Problem requirements: Read through the lines below and copy the ones holding the string "service".

(Stored data)
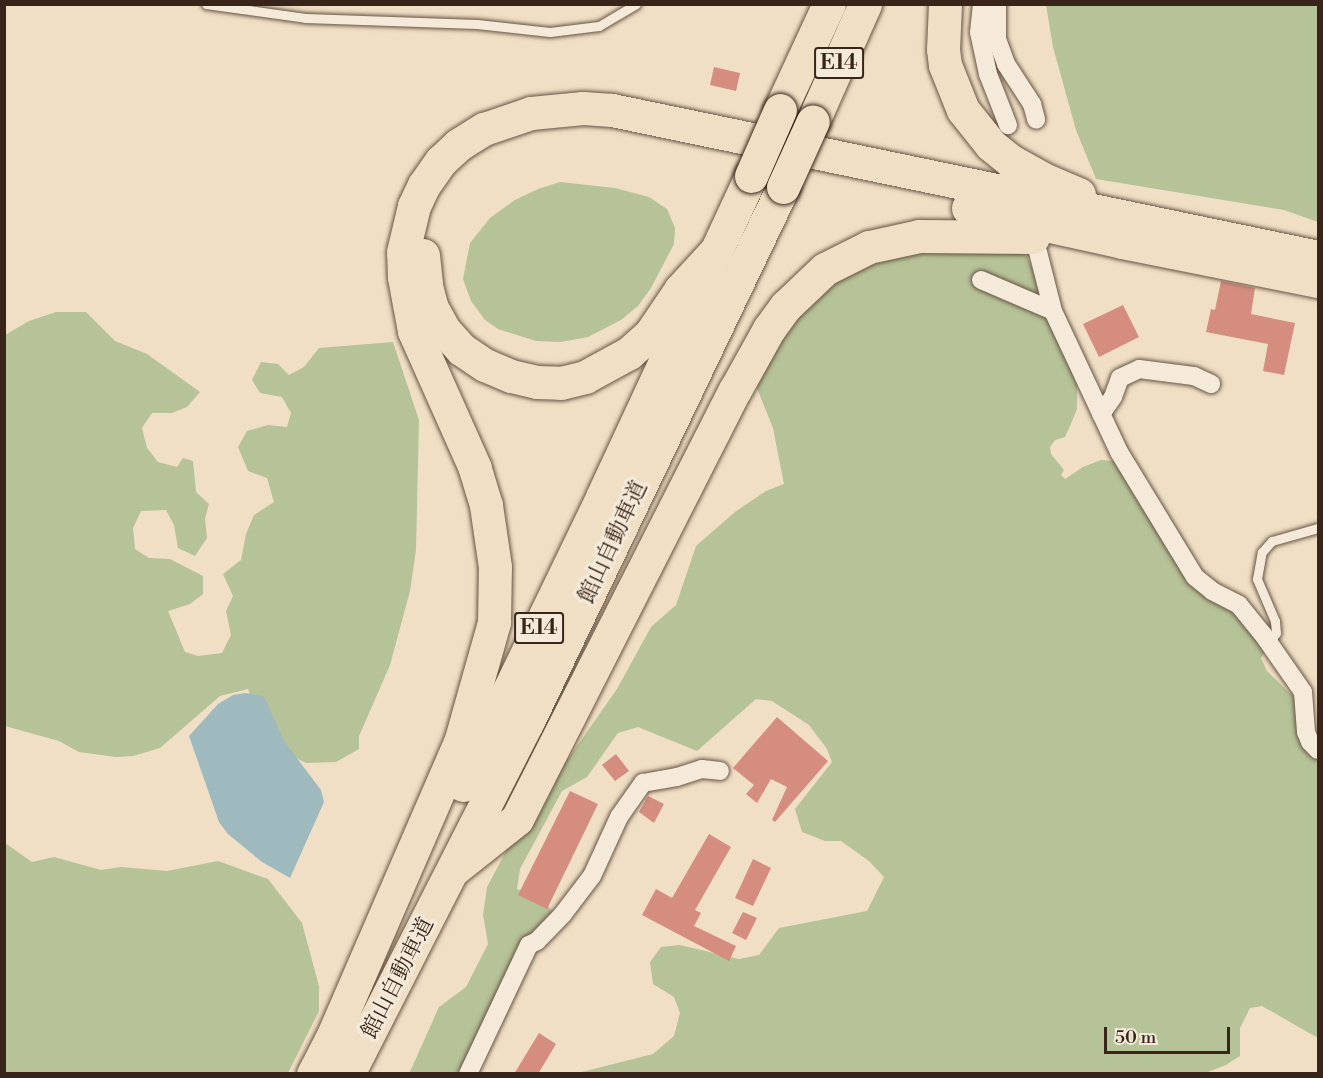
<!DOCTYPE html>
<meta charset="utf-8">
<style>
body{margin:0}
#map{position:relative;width:1323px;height:1078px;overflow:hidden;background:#f0dfc4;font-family:"Libre Bodoni","Noto Serif JP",serif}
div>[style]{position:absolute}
.green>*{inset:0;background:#b6c297}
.water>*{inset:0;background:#9fbabf}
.building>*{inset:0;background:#d48d7e}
.roads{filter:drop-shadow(0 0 2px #675344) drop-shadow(0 0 2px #675344)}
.service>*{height:9px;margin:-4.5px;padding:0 4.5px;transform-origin:4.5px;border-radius:4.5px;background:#f5ead9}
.minor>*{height:18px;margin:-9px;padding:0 9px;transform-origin:9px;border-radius:9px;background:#f5ead9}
.motorway>*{height:33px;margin:-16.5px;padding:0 16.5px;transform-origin:16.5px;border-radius:16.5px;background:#f0dfc4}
.bridges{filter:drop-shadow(0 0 2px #392419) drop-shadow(0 0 2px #392419)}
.motorway-bridge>*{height:33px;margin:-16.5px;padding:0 16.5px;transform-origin:16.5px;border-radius:16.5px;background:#f0dfc4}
span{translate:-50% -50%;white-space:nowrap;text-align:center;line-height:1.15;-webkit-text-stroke:6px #f5ead9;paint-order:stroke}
.shield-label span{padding:2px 4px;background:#f5ead9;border:2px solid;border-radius:4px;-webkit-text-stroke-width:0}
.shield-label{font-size:21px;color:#392419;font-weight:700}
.street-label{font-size:22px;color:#392419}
.frame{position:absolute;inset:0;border:6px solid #392419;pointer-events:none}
.scale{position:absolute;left:1104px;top:1027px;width:126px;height:27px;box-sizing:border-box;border:3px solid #392419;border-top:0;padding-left:8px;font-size:18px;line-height:21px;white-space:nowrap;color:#392419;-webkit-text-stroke:4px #f5ead9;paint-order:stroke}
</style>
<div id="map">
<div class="green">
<div style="clip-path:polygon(1046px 5px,1318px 5px,1318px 222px,1284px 210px,1096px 179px,1076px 130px,1053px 47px)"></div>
<div style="clip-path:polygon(560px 182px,615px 188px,649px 197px,667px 209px,675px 228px,674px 244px,651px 288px,638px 306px,621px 320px,588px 337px,561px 342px,536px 341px,498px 329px,485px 320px,471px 301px,463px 279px,470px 243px,490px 218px,515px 200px,538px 189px)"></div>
<div style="clip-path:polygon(895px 250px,1017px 252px,1027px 256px,1040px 288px,1036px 294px,1077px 381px,1077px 409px,1070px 426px,1065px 437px,1055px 440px,1050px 447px,1051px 454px,1064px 470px,1061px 475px,1065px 479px,1083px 467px,1101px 460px,1114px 461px,1208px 596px,1239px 616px,1266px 650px,1261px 658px,1267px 671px,1295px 698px,1318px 758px,1318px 1038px,1262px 1006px,1250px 1008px,1240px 1028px,1240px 1056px,1226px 1065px,1205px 1073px,578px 1073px,653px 1054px,674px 1036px,680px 1013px,674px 997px,653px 984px,650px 962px,661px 947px,680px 945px,739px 959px,759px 955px,779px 928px,867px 911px,884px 877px,869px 861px,841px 841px,825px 841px,802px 832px,795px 809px,832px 762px,827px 749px,809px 725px,772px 701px,756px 699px,697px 751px,638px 727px,618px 733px,587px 777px,562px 791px,520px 869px,517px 889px,542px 899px,554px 913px,457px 1073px,409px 1074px,439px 1007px,466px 987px,488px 944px,483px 915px,487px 887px,547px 774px,565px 763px,617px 689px,651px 627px,676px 605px,696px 546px,735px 512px,766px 491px,784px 484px,773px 428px,752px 376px,809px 296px)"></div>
<div style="clip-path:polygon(56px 312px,86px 312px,115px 341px,147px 354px,200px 392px,187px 407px,172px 413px,152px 413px,142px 428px,147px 448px,158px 462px,177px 467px,183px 458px,193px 461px,196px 492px,209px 504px,205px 519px,207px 538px,195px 556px,178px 548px,174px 525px,166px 510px,141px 511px,133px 528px,135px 549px,149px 558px,170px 559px,203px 576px,203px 594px,190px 604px,168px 611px,185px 652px,198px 656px,222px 653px,231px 635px,226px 611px,233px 596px,223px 574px,241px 560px,246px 534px,254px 515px,274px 502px,267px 478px,248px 471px,238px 447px,247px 431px,268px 425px,287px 427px,291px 413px,282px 397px,260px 393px,252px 380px,261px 362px,278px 364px,289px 375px,304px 367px,319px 348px,393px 342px,419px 420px,416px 550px,410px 591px,390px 665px,359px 736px,359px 749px,336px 762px,306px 763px,268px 744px,248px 689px,220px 696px,160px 748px,133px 756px,116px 757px,79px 752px,59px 741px,5px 726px,5px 335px,29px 321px)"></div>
<div style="clip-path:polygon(5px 843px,32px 862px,54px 857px,101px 870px,121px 867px,167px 871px,218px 861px,268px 879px,302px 923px,319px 986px,319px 1011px,288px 1073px,5px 1073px)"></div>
</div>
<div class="water">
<div style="clip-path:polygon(246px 693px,263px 696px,266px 701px,284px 741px,321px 790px,324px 802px,290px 878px,262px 862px,228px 834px,219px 822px,189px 736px,218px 704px,233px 695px)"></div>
</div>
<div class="building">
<div style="clip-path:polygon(714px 67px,740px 73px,736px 91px,710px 85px)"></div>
<div style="clip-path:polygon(1221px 281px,1255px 288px,1251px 314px,1295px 323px,1284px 375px,1263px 371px,1268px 344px,1206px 332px,1211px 309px,1215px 310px)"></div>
<div style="clip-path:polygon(1123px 305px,1139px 337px,1099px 357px,1083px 324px)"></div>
<div style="clip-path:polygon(777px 717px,828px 761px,775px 822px,772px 820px,787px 787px,771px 779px,757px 803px,746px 794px,754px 785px,733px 768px)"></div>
<div style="clip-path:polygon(616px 754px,629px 771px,615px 781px,602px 765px)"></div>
<div style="clip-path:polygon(570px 791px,598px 804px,547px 909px,518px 895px)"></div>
<div style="clip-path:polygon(648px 796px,664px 804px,654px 823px,639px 812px)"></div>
<div style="clip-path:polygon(709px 834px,731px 847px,695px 910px,701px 913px,694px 926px,736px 946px,729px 961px,642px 915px,656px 889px,672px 898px)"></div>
<div style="clip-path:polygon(753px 859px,771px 868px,753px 906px,735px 898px)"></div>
<div style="clip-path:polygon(743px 912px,757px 918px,746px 940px,732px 933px)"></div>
<div style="clip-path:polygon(539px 1033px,556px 1044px,538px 1074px,514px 1074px)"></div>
</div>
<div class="roads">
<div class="service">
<div style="left:206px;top:4px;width:100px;rotate:8deg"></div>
<div style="left:305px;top:18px;width:172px;rotate:2deg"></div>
<div style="left:477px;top:24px;width:73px;rotate:6.3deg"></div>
<div style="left:550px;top:32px;width:49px;rotate:-7deg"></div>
<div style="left:599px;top:26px;width:43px;rotate:-30.7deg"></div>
<div style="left:1269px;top:642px;width:11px;rotate:-52deg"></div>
<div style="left:1276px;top:633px;width:12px;rotate:-95deg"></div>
<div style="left:1275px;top:621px;width:46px;rotate:-113.2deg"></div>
<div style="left:1257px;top:579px;width:27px;rotate:-80deg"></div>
<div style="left:1262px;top:552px;width:15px;rotate:-48deg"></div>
<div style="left:1272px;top:541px;width:48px;rotate:-15.8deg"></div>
</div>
<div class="minor">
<div style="left:982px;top:4px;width:28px;rotate:96deg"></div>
<div style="left:979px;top:32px;width:43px;rotate:77.9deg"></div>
<div style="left:988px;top:74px;width:55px;rotate:68.6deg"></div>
<div style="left:997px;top:4px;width:35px;rotate:90deg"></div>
<div style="left:997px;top:39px;width:27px;rotate:70deg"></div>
<div style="left:1006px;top:64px;width:48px;rotate:57deg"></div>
<div style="left:1032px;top:104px;width:16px;rotate:75deg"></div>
<div style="left:1038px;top:252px;width:61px;rotate:75.7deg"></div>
<div style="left:1053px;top:311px;width:156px;rotate:64.9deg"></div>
<div style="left:1119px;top:452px;width:146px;rotate:58.7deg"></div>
<div style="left:1195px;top:577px;width:22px;rotate:39deg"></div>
<div style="left:1212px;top:591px;width:30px;rotate:27deg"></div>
<div style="left:1239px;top:605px;width:36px;rotate:51deg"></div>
<div style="left:1262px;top:633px;width:72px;rotate:55.2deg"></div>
<div style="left:1303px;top:692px;width:40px;rotate:85.7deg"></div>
<div style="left:1306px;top:732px;width:11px;rotate:68deg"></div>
<div style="left:1310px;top:742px;width:11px;rotate:45deg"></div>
<div style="left:981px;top:280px;width:78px;rotate:23.3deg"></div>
<div style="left:1101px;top:414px;width:21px;rotate:-55deg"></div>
<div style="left:1113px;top:397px;width:20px;rotate:-70deg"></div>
<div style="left:1120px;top:378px;width:21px;rotate:-25deg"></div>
<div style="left:1139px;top:369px;width:55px;rotate:7.3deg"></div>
<div style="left:1194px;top:376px;width:19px;rotate:25deg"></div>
<div style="left:468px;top:1074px;width:143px;rotate:-64.7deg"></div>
<div style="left:529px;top:945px;width:9px;rotate:-27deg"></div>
<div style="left:537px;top:941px;width:37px;rotate:-46deg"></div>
<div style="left:563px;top:914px;width:48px;rotate:-52.7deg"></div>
<div style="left:592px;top:876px;width:65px;rotate:-65.4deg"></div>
<div style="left:619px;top:817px;width:42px;rotate:-54.8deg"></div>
<div style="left:643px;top:783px;width:35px;rotate:-10deg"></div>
<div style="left:677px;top:777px;width:26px;rotate:-18deg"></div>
<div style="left:702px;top:769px;width:18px;rotate:6deg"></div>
</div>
<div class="motorway">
<div style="left:945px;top:4px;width:45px;rotate:92.5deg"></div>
<div style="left:943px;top:49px;width:16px;rotate:83deg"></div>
<div style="left:945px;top:65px;width:48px;rotate:68.2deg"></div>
<div style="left:963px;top:110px;width:45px;rotate:51.3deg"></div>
<div style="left:991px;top:145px;width:26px;rotate:39deg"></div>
<div style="left:1011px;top:161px;width:37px;rotate:29deg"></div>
<div style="left:1043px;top:179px;width:39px;rotate:23deg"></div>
<div style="left:780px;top:110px;width:117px;rotate:-65.2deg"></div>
<div style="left:813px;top:121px;width:128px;rotate:-66deg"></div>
<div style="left:968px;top:208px;width:158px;rotate:12.4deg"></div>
<div style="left:1122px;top:242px;width:200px;rotate:11.3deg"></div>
<div style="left:423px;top:255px;width:31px;rotate:84deg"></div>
<div style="left:426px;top:286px;width:23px;rotate:75deg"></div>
<div style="left:432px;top:308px;width:26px;rotate:61deg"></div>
<div style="left:445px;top:331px;width:24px;rotate:48deg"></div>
<div style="left:461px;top:349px;width:29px;rotate:34deg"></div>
<div style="left:485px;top:365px;width:28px;rotate:23deg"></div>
<div style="left:511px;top:376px;width:27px;rotate:13deg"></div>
<div style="left:537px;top:382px;width:24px;rotate:2deg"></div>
<div style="left:561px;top:383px;width:25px;rotate:-14deg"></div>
<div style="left:585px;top:377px;width:50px;rotate:-28.6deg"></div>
<div style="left:629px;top:353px;width:30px;rotate:-42deg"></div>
<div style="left:651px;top:333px;width:52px;rotate:-56deg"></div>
<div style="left:680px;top:290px;width:50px;rotate:-47.4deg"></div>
<div style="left:463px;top:785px;width:320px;rotate:-64.2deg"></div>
<div style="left:602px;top:497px;width:354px;rotate:-65.1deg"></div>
<div style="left:454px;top:869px;width:80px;rotate:-38.4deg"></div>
<div style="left:517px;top:819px;width:481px;rotate:-63.1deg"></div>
<div style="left:735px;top:390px;width:70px;rotate:-60.9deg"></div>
<div style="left:769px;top:329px;width:29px;rotate:-54deg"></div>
<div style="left:786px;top:306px;width:54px;rotate:-43.5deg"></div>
<div style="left:825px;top:269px;width:49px;rotate:-26.6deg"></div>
<div style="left:869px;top:247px;width:51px;rotate:-12.4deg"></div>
<div style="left:919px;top:236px;width:114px;rotate:0.5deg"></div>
<div style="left:334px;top:1033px;width:320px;rotate:-66.6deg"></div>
<div style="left:461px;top:739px;width:122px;rotate:-74.2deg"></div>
<div style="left:494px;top:622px;width:55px;rotate:-89deg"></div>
<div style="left:495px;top:567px;width:63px;rotate:-98.3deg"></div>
<div style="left:486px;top:505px;width:39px;rotate:-107deg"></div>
<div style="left:475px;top:468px;width:150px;rotate:-114deg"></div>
<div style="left:414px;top:331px;width:55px;rotate:-100.5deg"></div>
<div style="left:404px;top:277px;width:25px;rotate:-92deg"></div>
<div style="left:403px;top:252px;width:47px;rotate:-76.6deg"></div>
<div style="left:414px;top:206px;width:23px;rotate:-65deg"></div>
<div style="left:424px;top:185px;width:29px;rotate:-55deg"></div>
<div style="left:441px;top:161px;width:23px;rotate:-43deg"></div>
<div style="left:458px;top:145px;width:31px;rotate:-32deg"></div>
<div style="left:484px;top:129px;width:50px;rotate:-18.8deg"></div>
<div style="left:531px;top:113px;width:52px;rotate:-5.5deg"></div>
<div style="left:583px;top:108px;width:29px;rotate:4deg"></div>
<div style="left:612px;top:110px;width:721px;rotate:11.76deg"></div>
<div style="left:313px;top:1074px;width:68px;rotate:-62.7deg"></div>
<div style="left:348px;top:1074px;width:396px;rotate:-63deg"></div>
<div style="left:528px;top:721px;width:592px;rotate:-64.47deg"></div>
</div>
</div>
<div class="bridges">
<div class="motorway-bridge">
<div style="left:751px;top:176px;width:72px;rotate:-66.3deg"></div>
<div style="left:783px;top:187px;width:72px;rotate:-65.6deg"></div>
</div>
</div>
<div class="shield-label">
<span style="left:839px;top:63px">E14</span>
<span style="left:539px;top:628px">E14</span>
</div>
<div class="street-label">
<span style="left:613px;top:542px;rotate:-65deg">館山自動車道</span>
<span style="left:398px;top:978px;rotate:-63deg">館山自動車道</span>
</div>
<div class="frame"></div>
<div class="scale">50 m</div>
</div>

The answer:
.service>*{height:9px;margin:-4.5px;padding:0 4.5px;transform-origin:4.5px;border-radius:4.5px;background:#f5ead9}
<div class="service">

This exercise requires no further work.